I love rodent and had a few mice when I was young. I presently have 10 rats and 2 rabbits. I'm not breeding but all my rats come from local breeders. There aren't any mice breeders in the area  I'd love to have a rex mouse. I have a few rex ratties but the mice are super cute!!!

I really hope I can find a breeder in the area.

Thank you and I can't wait to share all my happy tails


----------



## ThatCertainGlow (Jun 23, 2012)

Welcome to the forum.  A few Canadian breeders here, not sure if any would be near you though. They have a facebook group, as well I think.


----------



## Fantasia Mousery (Jul 16, 2011)

Welcome.


----------



## canadian mouse (Jun 26, 2013)

I'D love to know where they're located...How can I go about finding Canadian breaders?? Is there sont kind of list? Or do i havbe to go through the posts.

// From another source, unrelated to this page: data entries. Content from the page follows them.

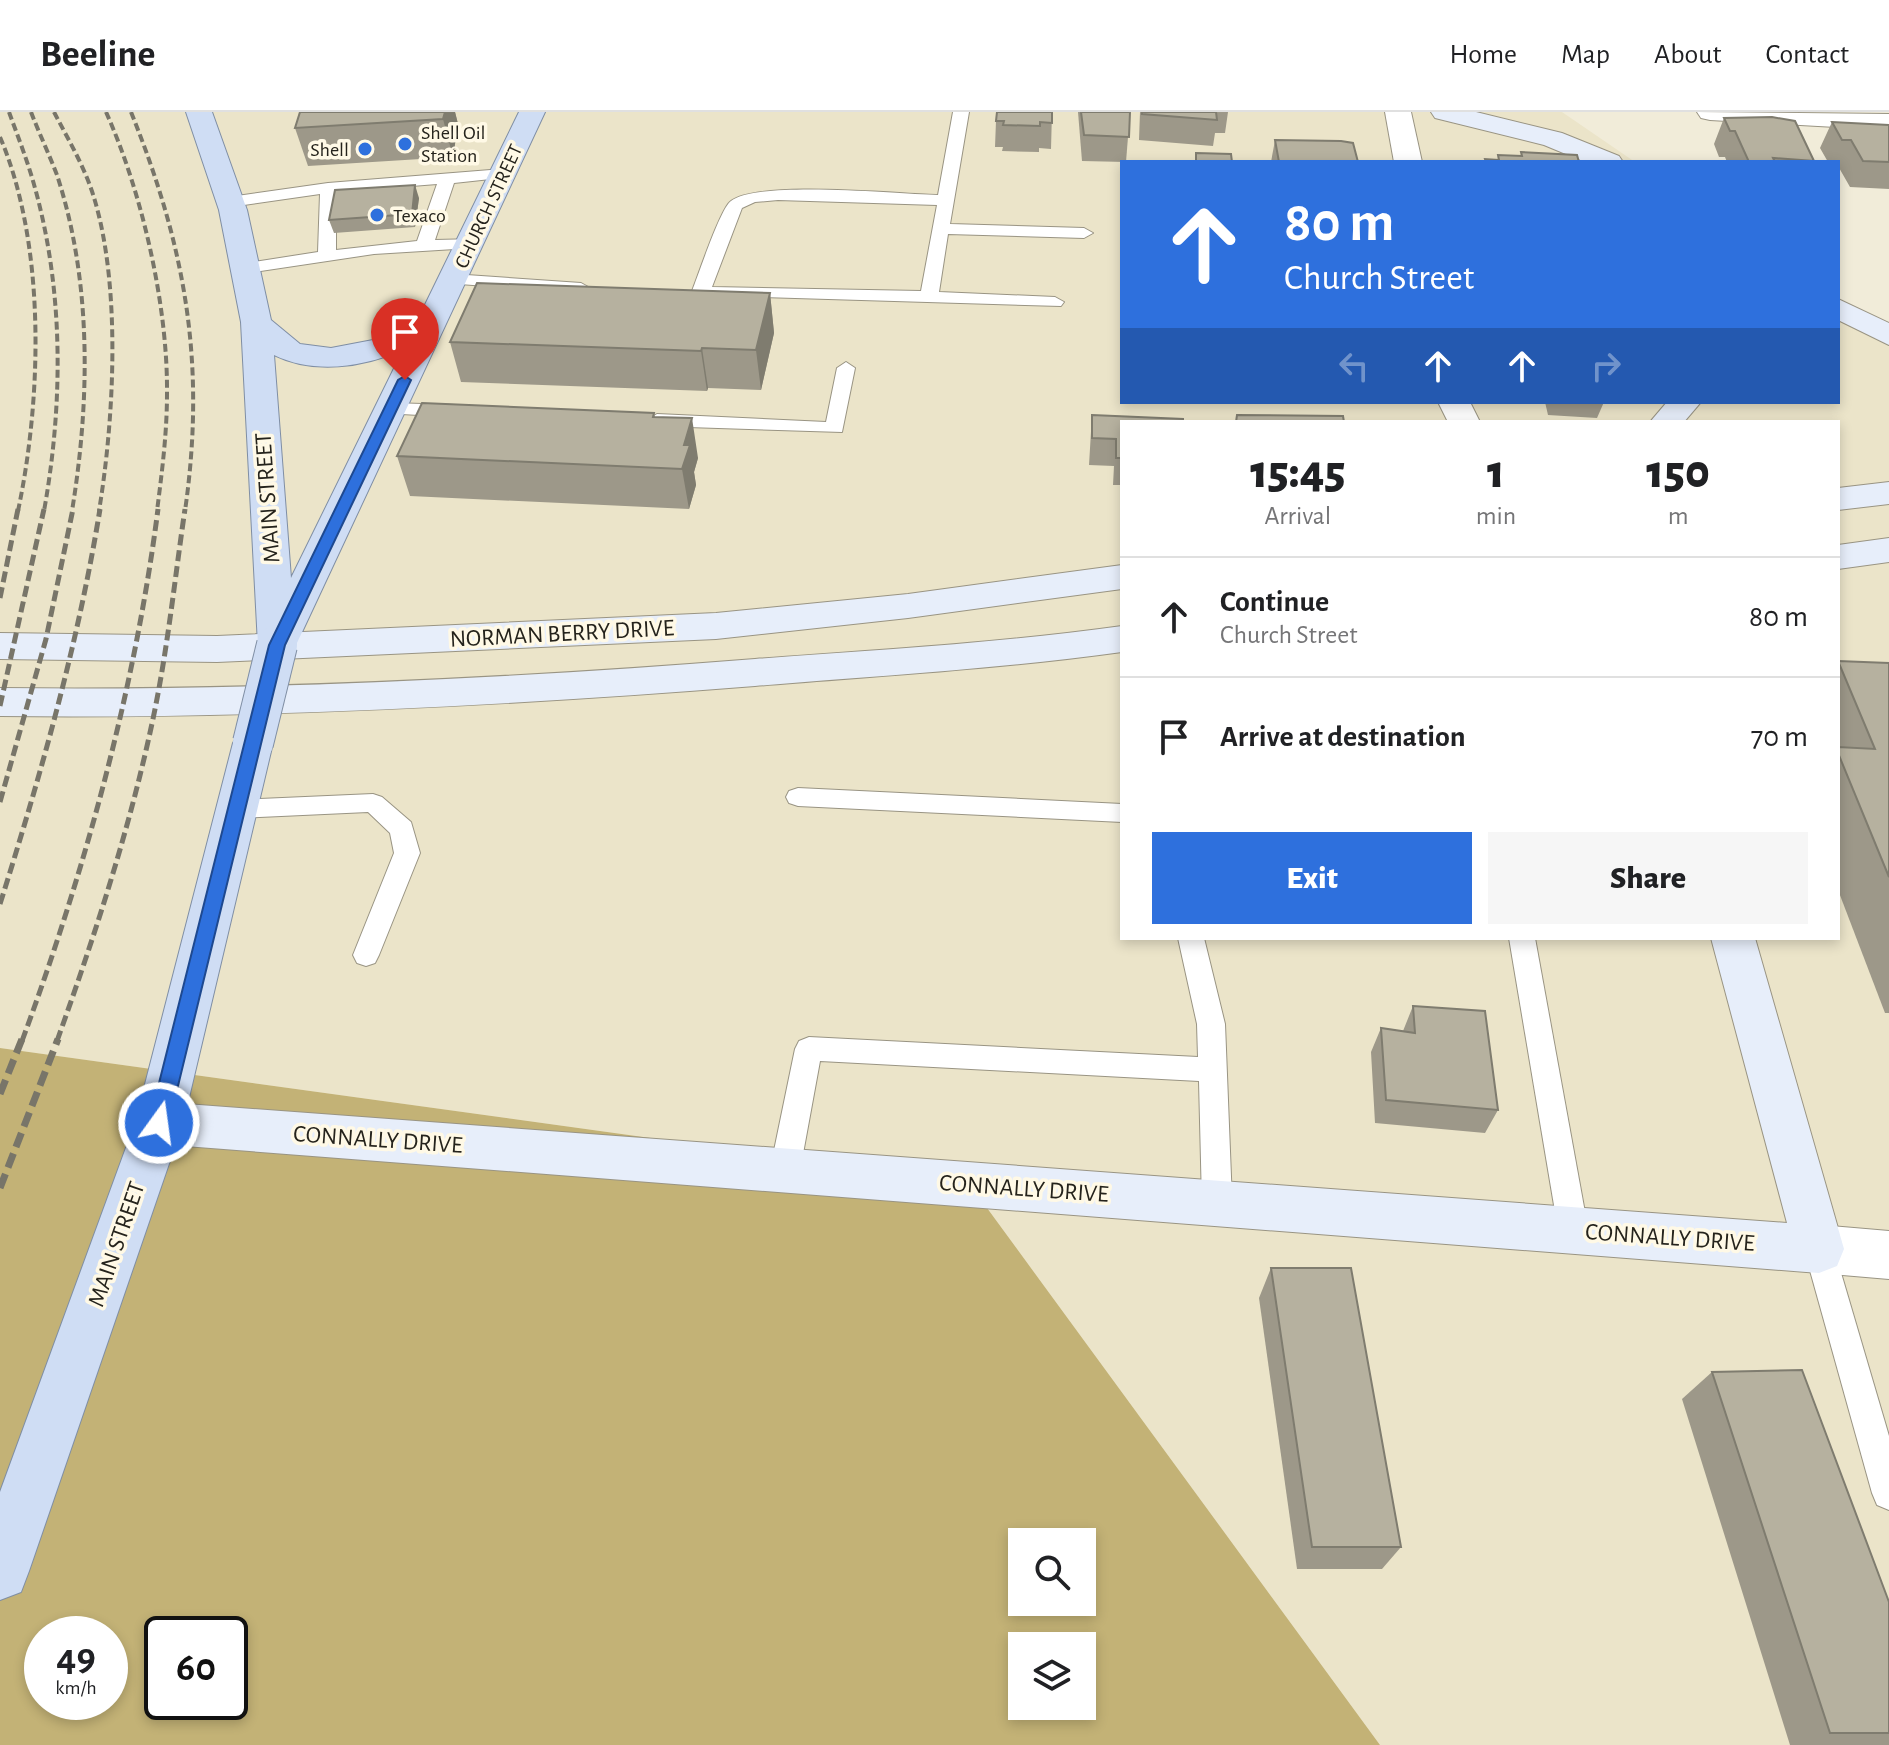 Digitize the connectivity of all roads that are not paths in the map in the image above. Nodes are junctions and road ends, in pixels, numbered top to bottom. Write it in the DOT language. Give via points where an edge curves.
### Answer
graph roads {
  1 [pos="199,112"];
  2 [pos="532,112"];
  3 [pos="961,112"];
  4 [pos="1398,112"];
  5 [pos="1444,112"];
  6 [pos="1506,112"];
  7 [pos="1710,112"];
  8 [pos="1802,114"];
  9 [pos="1889,122"];
  10 [pos="1637,157"];
  11 [pos="1408,160"];
  12 [pos="1604,160"];
  13 [pos="503,174"];
  14 [pos="447,179"];
  15 [pos="328,188"];
  16 [pos="946,200"];
  17 [pos="230,202"];
  18 [pos="941,229"];
  19 [pos="377,230"];
  20 [pos="1084,233"];
  21 [pos="471,243"];
  22 [pos="424,246"];
  23 [pos="374,249"];
  24 [pos="327,255"];
  25 [pos="247,268"];
  26 [pos="452,279"];
  27 [pos="592,288"];
  28 [pos="929,297"];
  29 [pos="1055,302"];
  30 [pos="1840,309"];
  31 [pos="256,322"];
  32 [pos="432,322"];
  33 [pos="1889,336"];
  34 [pos="846,368"];
  35 [pos="1683,404"];
  36 [pos="391,409"];
  37 [pos="480,413"];
  38 [pos="635,419"];
  39 [pos="1668,420"];
  40 [pos="1889,493"];
  41 [pos="1840,499"];
  42 [pos="1889,550"];
  43 [pos="1840,557"];
  44 [pos="1120,577"];
  45 [pos="289,589"];
  46 [pos="1120,639"];
  47 [pos="0,646"];
  48 [pos="0,702"];
  49 [pos="798,797"];
  50 [pos="236,809"];
  51 [pos="1120,813"];
  52 [pos="1191,940"];
  53 [pos="1522,940"];
  54 [pos="1734,940"];
  55 [pos="366,955"];
  56 [pos="1213,1070"];
  57 [pos="159,1123"];
  58 [pos="785,1170"];
  59 [pos="1217,1202"];
  60 [pos="1573,1229"];
  61 [pos="1819,1249"];
  62 [pos="1889,1255"];
  63 [pos="1889,1493"];
  64 [pos="0,1571"];
  1 -- 17 [label="main road, MAIN STREET"];
  2 -- 13 [label="main road, CHURCH STREET"];
  3 -- 16 [label="lane"];
  4 -- 11 [label="street"];
  5 -- 12 [label="main road" via="1553,139"];
  6 -- 10 [label="main road" via="1592,135"];
  7 -- 8 [label="street"];
  8 -- 9 [label="street"];
  13 -- 14 [label="lane"];
  13 -- 21 [label="main road, CHURCH STREET"];
  14 -- 15 [label="lane" via="382,192"];
  14 -- 22 [label="lane"];
  15 -- 17 [label="lane"];
  15 -- 24 [label="lane"];
  16 -- 18 [label="lane"];
  16 -- 28 [label="lane" via="752,197 735,205 693,291"];
  17 -- 25 [label="main road, MAIN STREET"];
  18 -- 20 [label="lane"];
  18 -- 28 [label="lane"];
  19 -- 23 [label="lane"];
  21 -- 22 [label="lane"];
  21 -- 26 [label="main road, CHURCH STREET"];
  22 -- 23 [label="lane"];
  23 -- 24 [label="lane"];
  24 -- 25 [label="lane"];
  25 -- 31 [label="main road, MAIN STREET"];
  26 -- 27 [label="lane"];
  26 -- 32 [label="main road, CHURCH STREET"];
  28 -- 29 [label="lane"];
  30 -- 33 [label="main road"];
  31 -- 32 [label="main road" via="294,353 322,357 398,343"];
  31 -- 45 [label="main road, MAIN STREET"];
  32 -- 36 [label="main road, CHURCH STREET"];
  34 -- 38 [label="lane" via="835,428"];
  35 -- 39 [label="main road"];
  36 -- 37 [label="lane"];
  36 -- 45 [label="main road, CHURCH STREET"];
  40 -- 41 [label="main road"];
  42 -- 43 [label="main road"];
  44 -- 47 [label="main road, NORMAN BERRY DRIVE" via="716,626 217,649"];
  45 -- 50 [label="main road, MAIN STREET, bridge"];
  46 -- 48 [label="main road" via="661,680 375,698"];
  49 -- 51 [label="lane"];
  50 -- 55 [label="lane" via="373,803 402,829 407,853"];
  50 -- 57 [label="main road, MAIN STREET"];
  52 -- 56 [label="lane" via="1211,1024"];
  53 -- 60 [label="lane"];
  54 -- 61 [label="main road"];
  56 -- 58 [label="lane" via="809,1049"];
  56 -- 59 [label="lane"];
  57 -- 58 [label="main road, CONNALLY DRIVE"];
  57 -- 64 [label="main road, MAIN STREET"];
  58 -- 59 [label="main road, CONNALLY DRIVE"];
  59 -- 60 [label="main road, CONNALLY DRIVE"];
  60 -- 61 [label="main road, CONNALLY DRIVE"];
  61 -- 62 [label="street, CONNALLY DRIVE"];
  61 -- 63 [label="lane"];
}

By the way i'm getting My girls today  I can't wait!!!


----------



## ThatCertainGlow (Jun 23, 2012)

Try a search, with Canada, or Canadian, as the search term? Almost all chimed in on a couple threads discussing Canada breeders somewhere here, I think.


----------



## Seafolly (Mar 13, 2012)

I think I'm the only one in Ontario on FMB that's active. Canada's kind of huge so you'll need to help us out here, lol.


----------



## canadian mouse (Jun 26, 2013)

I'm your next door neighbour from Quebec  I've seen your post and you have gorgeous rex babies!!!! I'm not sure if there is a waiting list for you little bubs but I think it would definately be work the drive  I'm in the montreal area. About an hour noth.......not sure where you are in ontario.


----------



## Seafolly (Mar 13, 2012)

There's definitely a lot of interest in the rex! Which is odd as I haven't advertised them other than posting shots here and on Tumblr. I haven't made final selections of keepers at this stage but I may have one female left depending on how I shuffle them around (satin vs rex). I'm located in Toronto and ask everyone who's thinking about adopting to give me a run down of their mouse care. I'm going to be particularly picky with the rex as I don't want them (or potential offspring) to wind up in a pet store. I don't know the line and will be in contact with any adopters for the purpose of being in the know re: any health problems that arise. (the dam came from the States so she's quite foreign!)


----------



## andypandy29us (Aug 10, 2012)

hello and welcome


----------